Jasper pushed harder into me. Again and again, but quite slowly, holding the shower head with one hand and gripping my hip with the other. It did feel better than the school showers after a while. Much better. So good that I forgot about the cellulite on the backs of my thighs and after a few minutes I came, with louder, more urgent ‘aaaahs’, followed by Jasper, seconds later.

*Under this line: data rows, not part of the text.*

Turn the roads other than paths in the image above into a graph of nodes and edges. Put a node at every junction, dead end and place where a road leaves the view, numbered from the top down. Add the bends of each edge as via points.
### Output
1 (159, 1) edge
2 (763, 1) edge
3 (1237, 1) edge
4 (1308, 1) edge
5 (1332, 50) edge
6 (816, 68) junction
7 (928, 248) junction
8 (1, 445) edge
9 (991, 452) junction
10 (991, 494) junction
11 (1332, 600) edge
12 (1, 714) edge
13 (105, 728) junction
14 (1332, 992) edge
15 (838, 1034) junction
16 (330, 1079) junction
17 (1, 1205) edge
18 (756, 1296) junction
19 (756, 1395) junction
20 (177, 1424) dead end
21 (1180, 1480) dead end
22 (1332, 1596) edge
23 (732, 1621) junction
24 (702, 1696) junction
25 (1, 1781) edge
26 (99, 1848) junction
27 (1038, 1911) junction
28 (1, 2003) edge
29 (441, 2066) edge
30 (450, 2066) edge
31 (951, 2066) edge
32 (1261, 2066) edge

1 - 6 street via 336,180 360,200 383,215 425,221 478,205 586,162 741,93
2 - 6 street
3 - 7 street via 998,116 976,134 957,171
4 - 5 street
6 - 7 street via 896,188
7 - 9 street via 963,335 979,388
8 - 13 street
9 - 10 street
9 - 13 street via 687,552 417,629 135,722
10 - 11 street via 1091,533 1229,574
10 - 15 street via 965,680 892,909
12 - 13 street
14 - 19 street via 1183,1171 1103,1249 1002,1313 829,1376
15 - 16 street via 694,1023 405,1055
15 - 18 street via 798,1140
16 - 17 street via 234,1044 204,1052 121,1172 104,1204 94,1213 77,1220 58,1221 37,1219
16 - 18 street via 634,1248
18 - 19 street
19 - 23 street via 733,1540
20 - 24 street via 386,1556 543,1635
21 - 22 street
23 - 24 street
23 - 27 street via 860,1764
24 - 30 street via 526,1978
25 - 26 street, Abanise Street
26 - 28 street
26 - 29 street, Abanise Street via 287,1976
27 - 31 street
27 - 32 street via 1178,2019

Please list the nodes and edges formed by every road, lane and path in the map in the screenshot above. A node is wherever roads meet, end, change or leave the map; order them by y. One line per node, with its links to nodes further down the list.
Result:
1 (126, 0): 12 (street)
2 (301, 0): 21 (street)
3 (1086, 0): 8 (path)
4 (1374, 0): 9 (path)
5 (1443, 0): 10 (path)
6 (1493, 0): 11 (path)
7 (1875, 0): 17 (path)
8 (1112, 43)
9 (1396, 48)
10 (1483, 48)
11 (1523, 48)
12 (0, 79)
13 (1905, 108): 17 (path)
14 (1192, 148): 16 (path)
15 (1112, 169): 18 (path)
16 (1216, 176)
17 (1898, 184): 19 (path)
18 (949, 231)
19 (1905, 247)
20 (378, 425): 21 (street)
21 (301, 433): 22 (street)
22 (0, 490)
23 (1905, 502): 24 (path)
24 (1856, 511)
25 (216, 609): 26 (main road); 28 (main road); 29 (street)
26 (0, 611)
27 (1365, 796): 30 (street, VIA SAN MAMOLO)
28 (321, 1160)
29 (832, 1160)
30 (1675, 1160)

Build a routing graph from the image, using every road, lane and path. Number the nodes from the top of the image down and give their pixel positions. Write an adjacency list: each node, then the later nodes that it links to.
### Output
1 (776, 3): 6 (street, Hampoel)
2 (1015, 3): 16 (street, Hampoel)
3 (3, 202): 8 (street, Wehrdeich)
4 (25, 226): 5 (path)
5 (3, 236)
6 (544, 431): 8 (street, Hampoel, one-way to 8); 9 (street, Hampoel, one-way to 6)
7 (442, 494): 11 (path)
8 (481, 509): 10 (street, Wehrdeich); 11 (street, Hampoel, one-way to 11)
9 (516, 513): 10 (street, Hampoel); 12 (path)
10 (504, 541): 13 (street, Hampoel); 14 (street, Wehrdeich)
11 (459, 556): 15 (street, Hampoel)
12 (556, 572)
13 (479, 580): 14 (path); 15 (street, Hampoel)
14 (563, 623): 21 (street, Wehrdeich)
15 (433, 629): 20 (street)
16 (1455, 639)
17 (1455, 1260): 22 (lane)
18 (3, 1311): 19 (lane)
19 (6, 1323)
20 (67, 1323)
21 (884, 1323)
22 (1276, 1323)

‘Christ,’ he said afterwards, still inside me, putting one of his hands over mine on the shower wall. We stood for a few moments, heavy breathing, the water from the shower head shooting out around our feet. ‘Come on,’ he said, when I was getting cold. ‘Let’s have that drink.’ He opened the shower door and stepped on to the bathmat.
‘Two seconds,’ I said, not wanting to bend over and pick up the shower head while he was standing there watching my bottom. ‘I’ve just got to condition my hair.’
The drawing room was full when Jasper and I arrived downstairs for drinks. I felt self-conscious walking in. I’d put the corset on underneath the Chanel dress and I was worried it was cutting off circulation to my head. How did those poor old Victorians do it? No wonder they were always fai
nting all over the place and calling for smelling salts.
‘Aaah, Jasper!’ said a man I recognized as the Sheikh, hurrying towards us. He smothered Jasper in a hug.
‘Great to see you again, Khaled,’ said Jasper, slapping him on the back. ‘And this is my girlfriend, Polly.’
The Sheikh released Jasper, stepped back and looked at me. ‘How do you do, Polly,’ he said, holding his hand out. It was soft, like shaking hands with a koala. And he was shorter than I expected, with neatly clipped, dark hair slicked into a side parting and a moustache that perched on his upper lip like a slug.
‘I’m very well, thank you. And thank you for having us.’
‘Not at all, not at all. Now, what would you like to drink? I am afraid I won’t allow alcohol here. So you can have pomegranate juice or a mineral water, if you like?’
He looked enquiringly at me.
‘Oh. Um. Pomegranate juice would be delicious, thank you.’
He burst out laughing and clapped one of his freakishly soft hands over his moustache. ‘I am just making a little joke with you, Polly. What nonsense is this, no alcohol? Of course there is alcohol. Now you would like a glass of champagne, yes?’
I smiled and breathed out, as much as I could in the corset. ‘Yes. Perfect.’
‘Jasper?’ asked the Sheikh.
‘Champagne would be excellent, Khaled, thank you.’
The Sheikh raised his hand in the air and clicked his fingers: ‘Two glasses of champagne please.’ In the corner, underneath a life-size oil painting of the Sheikh in military uniform, a waiter in white tie leapt as if electrocuted sharply in the buttocks, poured two glasses and carried them over on a gold tray.
‘Yes, yes, thank you, thank you, thank you,’ said the Sheikh, batting the waiter away again with his hand. ‘Now you must meet the other guests.’ He turned around to a sofa behind him, where a blonde woman was sitting, legs tucked underneath her, beside a red-faced man in a tweed jacket. A small, yellow-coloured dog was sleeping between them.